***** DATASET *****
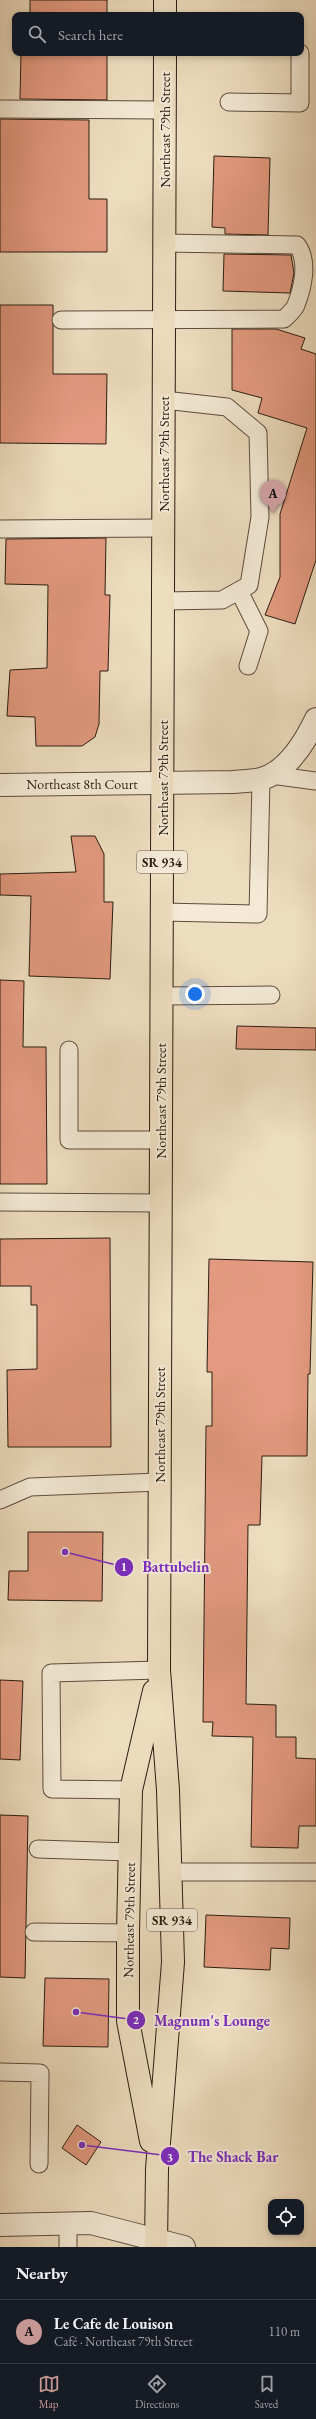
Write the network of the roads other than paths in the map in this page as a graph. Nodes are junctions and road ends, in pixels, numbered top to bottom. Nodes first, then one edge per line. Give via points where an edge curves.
1 (165, 0) edge
2 (165, 12) edge
3 (165, 56) edge
4 (300, 56) edge
5 (229, 102) dead end
6 (0, 109) edge
7 (165, 110) junction
8 (165, 243) junction
9 (62, 320) dead end
10 (165, 320) junction
11 (164, 400) junction
12 (164, 528) junction
13 (0, 529) edge
14 (239, 590) junction
15 (164, 601) junction
16 (248, 666) dead end
17 (316, 719) edge
18 (266, 777) junction
19 (316, 781) edge
20 (163, 784) junction
21 (0, 785) edge
22 (162, 912) junction
23 (271, 994) dead end
24 (162, 996) junction
25 (69, 1050) dead end
26 (161, 1140) junction
27 (0, 1202) edge
28 (160, 1203) junction
29 (160, 1482) junction
30 (0, 1500) edge
31 (159, 1670) junction
32 (131, 1790) junction
33 (38, 1849) dead end
34 (130, 1852) junction
35 (171, 1872) junction
36 (316, 1872) edge
37 (34, 1932) dead end
38 (128, 1933) junction
39 (0, 2072) edge
40 (39, 2164) dead end
41 (157, 2170) junction
42 (68, 2223) junction
43 (0, 2225) edge
44 (156, 2244) edge
45 (68, 2247) edge
46 (184, 2247) edge

1 - 2 main road
3 - 7 main road, Northeast 79th Street / SR 934
4 - 5 lane via 300,103
6 - 7 lane
7 - 8 main road, Northeast 79th Street / SR 934
8 - 10 main road, Northeast 79th Street / SR 934
8 - 10 lane via 297,245 302,252 304,270 296,306 284,319
9 - 10 lane
10 - 11 main road, Northeast 79th Street / SR 934
11 - 12 main road, Northeast 79th Street / SR 934
11 - 14 lane via 227,407 258,433 260,517 249,585
12 - 13 lane
12 - 15 main road, Northeast 79th Street / SR 934
14 - 15 lane via 222,600
14 - 16 lane via 259,631
15 - 20 main road, Northeast 79th Street / SR 934
17 - 18 street via 292,757
18 - 19 lane
18 - 20 street, Northeast 8th Court via 233,782
18 - 22 lane via 258,914
20 - 21 street, Northeast 8th Court
20 - 22 main road, Northeast 79th Street / SR 934
22 - 24 main road, Northeast 79th Street / SR 934
23 - 24 lane
24 - 26 main road, Northeast 79th Street / SR 934
25 - 26 lane via 69,1140
26 - 28 main road, Northeast 79th Street / SR 934
27 - 28 lane
28 - 29 main road, Northeast 79th Street / SR 934
29 - 30 lane via 30,1488
29 - 31 main road, Northeast 79th Street / SR 934
31 - 32 main road, Northeast 79th Street
31 - 32 lane via 51,1673 52,1789
31 - 35 main road, Northeast 79th Street / SR 934
32 - 34 main road, Northeast 79th Street
33 - 34 lane
34 - 38 main road, Northeast 79th Street
35 - 36 lane
35 - 41 main road, Northeast 79th Street / SR 934 via 173,1962
37 - 38 lane
38 - 41 main road, Northeast 79th Street via 128,2020
39 - 40 lane via 40,2073
41 - 44 main road, Northeast 79th Street / SR 934
42 - 43 street
42 - 44 street via 91,2223
42 - 45 lane
44 - 46 street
*****
» WHAT THE TASK ASKS: Retype the listing above exactly, pictures excluded.

» SOLUTION TO THE PROBLEM:
Write the network of the roads other than paths in the map in this page as a graph. Nodes are junctions and road ends, in pixels, numbered top to bottom. Nodes first, then one edge per line. Give via points where an edge curves.
1 (165, 0) edge
2 (165, 12) edge
3 (165, 56) edge
4 (300, 56) edge
5 (229, 102) dead end
6 (0, 109) edge
7 (165, 110) junction
8 (165, 243) junction
9 (62, 320) dead end
10 (165, 320) junction
11 (164, 400) junction
12 (164, 528) junction
13 (0, 529) edge
14 (239, 590) junction
15 (164, 601) junction
16 (248, 666) dead end
17 (316, 719) edge
18 (266, 777) junction
19 (316, 781) edge
20 (163, 784) junction
21 (0, 785) edge
22 (162, 912) junction
23 (271, 994) dead end
24 (162, 996) junction
25 (69, 1050) dead end
26 (161, 1140) junction
27 (0, 1202) edge
28 (160, 1203) junction
29 (160, 1482) junction
30 (0, 1500) edge
31 (159, 1670) junction
32 (131, 1790) junction
33 (38, 1849) dead end
34 (130, 1852) junction
35 (171, 1872) junction
36 (316, 1872) edge
37 (34, 1932) dead end
38 (128, 1933) junction
39 (0, 2072) edge
40 (39, 2164) dead end
41 (157, 2170) junction
42 (68, 2223) junction
43 (0, 2225) edge
44 (156, 2244) edge
45 (68, 2247) edge
46 (184, 2247) edge

1 - 2 main road
3 - 7 main road, Northeast 79th Street / SR 934
4 - 5 lane via 300,103
6 - 7 lane
7 - 8 main road, Northeast 79th Street / SR 934
8 - 10 main road, Northeast 79th Street / SR 934
8 - 10 lane via 297,245 302,252 304,270 296,306 284,319
9 - 10 lane
10 - 11 main road, Northeast 79th Street / SR 934
11 - 12 main road, Northeast 79th Street / SR 934
11 - 14 lane via 227,407 258,433 260,517 249,585
12 - 13 lane
12 - 15 main road, Northeast 79th Street / SR 934
14 - 15 lane via 222,600
14 - 16 lane via 259,631
15 - 20 main road, Northeast 79th Street / SR 934
17 - 18 street via 292,757
18 - 19 lane
18 - 20 street, Northeast 8th Court via 233,782
18 - 22 lane via 258,914
20 - 21 street, Northeast 8th Court
20 - 22 main road, Northeast 79th Street / SR 934
22 - 24 main road, Northeast 79th Street / SR 934
23 - 24 lane
24 - 26 main road, Northeast 79th Street / SR 934
25 - 26 lane via 69,1140
26 - 28 main road, Northeast 79th Street / SR 934
27 - 28 lane
28 - 29 main road, Northeast 79th Street / SR 934
29 - 30 lane via 30,1488
29 - 31 main road, Northeast 79th Street / SR 934
31 - 32 main road, Northeast 79th Street
31 - 32 lane via 51,1673 52,1789
31 - 35 main road, Northeast 79th Street / SR 934
32 - 34 main road, Northeast 79th Street
33 - 34 lane
34 - 38 main road, Northeast 79th Street
35 - 36 lane
35 - 41 main road, Northeast 79th Street / SR 934 via 173,1962
37 - 38 lane
38 - 41 main road, Northeast 79th Street via 128,2020
39 - 40 lane via 40,2073
41 - 44 main road, Northeast 79th Street / SR 934
42 - 43 street
42 - 44 street via 91,2223
42 - 45 lane
44 - 46 street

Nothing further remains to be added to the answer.